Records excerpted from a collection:
◇ ◇ ◇

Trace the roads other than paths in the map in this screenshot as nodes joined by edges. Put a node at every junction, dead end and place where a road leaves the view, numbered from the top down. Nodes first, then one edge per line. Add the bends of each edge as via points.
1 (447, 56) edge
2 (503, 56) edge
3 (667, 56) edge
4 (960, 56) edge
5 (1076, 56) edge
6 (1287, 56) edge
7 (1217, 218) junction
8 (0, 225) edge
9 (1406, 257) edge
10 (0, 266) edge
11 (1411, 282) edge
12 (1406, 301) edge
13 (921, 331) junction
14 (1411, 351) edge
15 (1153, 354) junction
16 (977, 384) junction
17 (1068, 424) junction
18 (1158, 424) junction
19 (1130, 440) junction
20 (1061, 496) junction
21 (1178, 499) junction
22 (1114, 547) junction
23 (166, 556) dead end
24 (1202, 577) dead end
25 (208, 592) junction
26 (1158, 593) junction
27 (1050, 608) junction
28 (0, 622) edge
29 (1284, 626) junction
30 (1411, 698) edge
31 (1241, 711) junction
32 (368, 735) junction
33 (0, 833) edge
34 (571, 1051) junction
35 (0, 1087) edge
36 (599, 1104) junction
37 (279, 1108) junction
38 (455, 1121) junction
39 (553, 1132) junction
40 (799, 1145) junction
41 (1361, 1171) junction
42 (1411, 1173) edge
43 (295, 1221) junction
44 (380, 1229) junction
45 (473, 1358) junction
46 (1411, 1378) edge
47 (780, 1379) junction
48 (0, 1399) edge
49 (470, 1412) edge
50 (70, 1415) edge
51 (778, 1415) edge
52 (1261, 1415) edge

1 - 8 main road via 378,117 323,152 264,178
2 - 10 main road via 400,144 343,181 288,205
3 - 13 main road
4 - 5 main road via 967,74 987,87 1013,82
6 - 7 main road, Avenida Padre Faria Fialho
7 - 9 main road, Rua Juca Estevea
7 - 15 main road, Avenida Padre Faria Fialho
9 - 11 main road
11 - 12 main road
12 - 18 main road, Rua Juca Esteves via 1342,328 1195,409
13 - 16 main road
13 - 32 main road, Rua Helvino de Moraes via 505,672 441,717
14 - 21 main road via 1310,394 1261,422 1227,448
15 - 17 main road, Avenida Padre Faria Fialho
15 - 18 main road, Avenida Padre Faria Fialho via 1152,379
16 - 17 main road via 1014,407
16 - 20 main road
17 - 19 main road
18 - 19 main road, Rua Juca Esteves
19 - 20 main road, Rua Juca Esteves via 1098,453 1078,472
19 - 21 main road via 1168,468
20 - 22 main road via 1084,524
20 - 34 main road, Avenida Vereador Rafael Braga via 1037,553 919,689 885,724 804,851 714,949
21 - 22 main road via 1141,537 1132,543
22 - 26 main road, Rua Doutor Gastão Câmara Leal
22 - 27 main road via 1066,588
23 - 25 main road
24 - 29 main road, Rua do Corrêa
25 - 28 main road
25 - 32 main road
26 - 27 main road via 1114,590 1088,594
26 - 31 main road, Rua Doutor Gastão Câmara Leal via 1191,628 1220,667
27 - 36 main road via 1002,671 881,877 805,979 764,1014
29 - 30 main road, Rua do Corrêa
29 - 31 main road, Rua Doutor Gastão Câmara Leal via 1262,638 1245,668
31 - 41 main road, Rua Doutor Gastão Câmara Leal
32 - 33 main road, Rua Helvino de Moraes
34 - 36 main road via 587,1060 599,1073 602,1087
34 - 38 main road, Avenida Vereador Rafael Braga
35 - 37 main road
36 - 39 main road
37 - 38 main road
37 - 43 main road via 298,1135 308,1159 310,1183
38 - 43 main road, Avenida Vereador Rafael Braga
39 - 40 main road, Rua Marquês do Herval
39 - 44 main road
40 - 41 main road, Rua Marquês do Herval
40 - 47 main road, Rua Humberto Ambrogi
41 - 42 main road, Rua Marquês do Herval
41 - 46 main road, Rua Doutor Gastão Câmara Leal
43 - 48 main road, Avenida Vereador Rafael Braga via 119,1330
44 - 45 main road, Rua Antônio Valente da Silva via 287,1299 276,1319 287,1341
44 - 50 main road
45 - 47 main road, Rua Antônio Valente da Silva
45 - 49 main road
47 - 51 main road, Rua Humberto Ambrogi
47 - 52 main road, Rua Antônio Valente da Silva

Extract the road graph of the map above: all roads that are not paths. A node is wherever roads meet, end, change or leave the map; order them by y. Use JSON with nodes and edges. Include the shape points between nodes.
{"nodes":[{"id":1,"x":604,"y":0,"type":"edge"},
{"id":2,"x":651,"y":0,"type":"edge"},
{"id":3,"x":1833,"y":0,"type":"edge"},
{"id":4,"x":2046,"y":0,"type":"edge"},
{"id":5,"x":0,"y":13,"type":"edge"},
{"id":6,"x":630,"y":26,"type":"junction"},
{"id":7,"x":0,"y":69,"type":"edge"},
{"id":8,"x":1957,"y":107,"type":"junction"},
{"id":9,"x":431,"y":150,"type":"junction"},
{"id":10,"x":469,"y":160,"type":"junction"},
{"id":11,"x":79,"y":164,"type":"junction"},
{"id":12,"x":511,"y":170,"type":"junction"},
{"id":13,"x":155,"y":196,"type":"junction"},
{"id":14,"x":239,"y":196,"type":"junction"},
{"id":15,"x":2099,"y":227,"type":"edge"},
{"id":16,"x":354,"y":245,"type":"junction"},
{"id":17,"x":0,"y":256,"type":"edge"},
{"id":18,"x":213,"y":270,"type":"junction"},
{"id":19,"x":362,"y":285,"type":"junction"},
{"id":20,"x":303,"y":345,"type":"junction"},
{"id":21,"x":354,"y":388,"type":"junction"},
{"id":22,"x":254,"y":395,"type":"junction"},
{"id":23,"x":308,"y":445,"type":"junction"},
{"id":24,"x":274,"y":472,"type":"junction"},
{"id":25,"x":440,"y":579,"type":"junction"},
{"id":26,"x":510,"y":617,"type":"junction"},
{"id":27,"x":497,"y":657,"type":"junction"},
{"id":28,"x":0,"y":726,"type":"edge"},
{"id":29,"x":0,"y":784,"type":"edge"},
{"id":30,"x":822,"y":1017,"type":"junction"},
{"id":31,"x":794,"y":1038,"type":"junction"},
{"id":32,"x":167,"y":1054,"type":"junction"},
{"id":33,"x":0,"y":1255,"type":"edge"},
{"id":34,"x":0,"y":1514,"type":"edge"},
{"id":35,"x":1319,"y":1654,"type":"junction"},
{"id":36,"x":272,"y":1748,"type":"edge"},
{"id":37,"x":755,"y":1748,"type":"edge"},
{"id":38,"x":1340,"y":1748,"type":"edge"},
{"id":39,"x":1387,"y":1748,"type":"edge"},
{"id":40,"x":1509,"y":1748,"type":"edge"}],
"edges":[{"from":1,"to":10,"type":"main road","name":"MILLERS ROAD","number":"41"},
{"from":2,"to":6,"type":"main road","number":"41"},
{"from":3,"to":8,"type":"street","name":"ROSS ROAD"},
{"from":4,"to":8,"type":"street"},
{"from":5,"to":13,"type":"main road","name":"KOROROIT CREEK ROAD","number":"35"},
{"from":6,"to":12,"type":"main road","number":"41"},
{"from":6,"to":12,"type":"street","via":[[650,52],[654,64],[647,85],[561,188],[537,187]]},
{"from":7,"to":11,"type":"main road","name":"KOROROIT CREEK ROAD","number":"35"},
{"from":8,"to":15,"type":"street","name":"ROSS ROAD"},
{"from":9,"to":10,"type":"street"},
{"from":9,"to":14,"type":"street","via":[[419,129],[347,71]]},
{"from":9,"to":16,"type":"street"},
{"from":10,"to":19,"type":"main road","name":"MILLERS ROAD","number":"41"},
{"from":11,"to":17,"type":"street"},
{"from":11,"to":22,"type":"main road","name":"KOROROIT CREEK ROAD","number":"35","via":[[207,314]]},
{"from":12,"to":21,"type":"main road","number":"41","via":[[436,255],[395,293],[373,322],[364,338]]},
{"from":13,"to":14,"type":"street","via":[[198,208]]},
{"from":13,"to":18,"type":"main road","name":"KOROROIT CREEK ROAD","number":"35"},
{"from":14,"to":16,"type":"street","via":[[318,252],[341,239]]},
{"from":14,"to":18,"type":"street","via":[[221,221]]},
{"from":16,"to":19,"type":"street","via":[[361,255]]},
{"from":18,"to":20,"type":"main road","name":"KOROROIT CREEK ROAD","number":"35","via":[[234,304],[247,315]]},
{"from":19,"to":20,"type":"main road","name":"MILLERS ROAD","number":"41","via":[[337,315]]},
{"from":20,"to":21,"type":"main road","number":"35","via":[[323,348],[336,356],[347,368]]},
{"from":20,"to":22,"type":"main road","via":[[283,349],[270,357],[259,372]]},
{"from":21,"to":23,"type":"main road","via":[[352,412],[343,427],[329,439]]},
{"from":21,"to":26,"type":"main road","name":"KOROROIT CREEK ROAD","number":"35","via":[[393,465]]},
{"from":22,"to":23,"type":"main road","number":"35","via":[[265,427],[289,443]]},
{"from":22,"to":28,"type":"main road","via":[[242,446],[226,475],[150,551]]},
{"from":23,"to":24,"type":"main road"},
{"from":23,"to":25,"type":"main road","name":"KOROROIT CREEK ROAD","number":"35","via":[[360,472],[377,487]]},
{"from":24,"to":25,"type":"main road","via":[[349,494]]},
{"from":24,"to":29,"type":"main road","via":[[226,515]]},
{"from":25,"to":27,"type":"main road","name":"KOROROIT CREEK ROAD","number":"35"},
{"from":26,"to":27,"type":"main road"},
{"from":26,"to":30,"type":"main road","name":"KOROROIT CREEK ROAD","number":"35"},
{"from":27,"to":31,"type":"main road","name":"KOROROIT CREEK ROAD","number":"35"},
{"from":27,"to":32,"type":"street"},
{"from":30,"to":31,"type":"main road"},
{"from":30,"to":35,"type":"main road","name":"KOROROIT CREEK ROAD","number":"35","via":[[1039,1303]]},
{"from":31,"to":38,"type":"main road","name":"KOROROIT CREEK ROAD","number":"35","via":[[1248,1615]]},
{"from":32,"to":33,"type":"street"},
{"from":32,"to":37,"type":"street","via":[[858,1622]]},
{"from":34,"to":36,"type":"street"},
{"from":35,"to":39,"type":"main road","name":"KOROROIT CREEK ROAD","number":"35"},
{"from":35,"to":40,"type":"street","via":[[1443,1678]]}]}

◇ ◇ ◇

Task to carry out:
Filter the entries down to the lines containing "Câmara". Copy each of those lines.

Reply to the task:
22 - 26 main road, Rua Doutor Gastão Câmara Leal
26 - 31 main road, Rua Doutor Gastão Câmara Leal via 1191,628 1220,667
29 - 31 main road, Rua Doutor Gastão Câmara Leal via 1262,638 1245,668
31 - 41 main road, Rua Doutor Gastão Câmara Leal
41 - 46 main road, Rua Doutor Gastão Câmara Leal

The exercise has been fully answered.